WHAT TO WORK ON:
Here are some records. Copy each one exactly.

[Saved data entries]
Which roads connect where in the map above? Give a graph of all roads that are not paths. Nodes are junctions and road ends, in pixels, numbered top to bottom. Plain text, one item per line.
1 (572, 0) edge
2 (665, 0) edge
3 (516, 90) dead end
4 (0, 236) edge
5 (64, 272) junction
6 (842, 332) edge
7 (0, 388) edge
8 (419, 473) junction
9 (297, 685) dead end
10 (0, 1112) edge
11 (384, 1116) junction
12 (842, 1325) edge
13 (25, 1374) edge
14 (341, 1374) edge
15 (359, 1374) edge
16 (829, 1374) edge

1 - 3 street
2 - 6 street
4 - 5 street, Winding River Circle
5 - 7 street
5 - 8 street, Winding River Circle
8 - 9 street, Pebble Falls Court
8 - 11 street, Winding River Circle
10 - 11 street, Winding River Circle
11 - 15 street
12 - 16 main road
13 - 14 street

SOLUTION:
Which roads connect where in the map above? Give a graph of all roads that are not paths. Nodes are junctions and road ends, in pixels, numbered top to bottom. Plain text, one item per line.
1 (572, 0) edge
2 (665, 0) edge
3 (516, 90) dead end
4 (0, 236) edge
5 (64, 272) junction
6 (842, 332) edge
7 (0, 388) edge
8 (419, 473) junction
9 (297, 685) dead end
10 (0, 1112) edge
11 (384, 1116) junction
12 (842, 1325) edge
13 (25, 1374) edge
14 (341, 1374) edge
15 (359, 1374) edge
16 (829, 1374) edge

1 - 3 street
2 - 6 street
4 - 5 street, Winding River Circle
5 - 7 street
5 - 8 street, Winding River Circle
8 - 9 street, Pebble Falls Court
8 - 11 street, Winding River Circle
10 - 11 street, Winding River Circle
11 - 15 street
12 - 16 main road
13 - 14 street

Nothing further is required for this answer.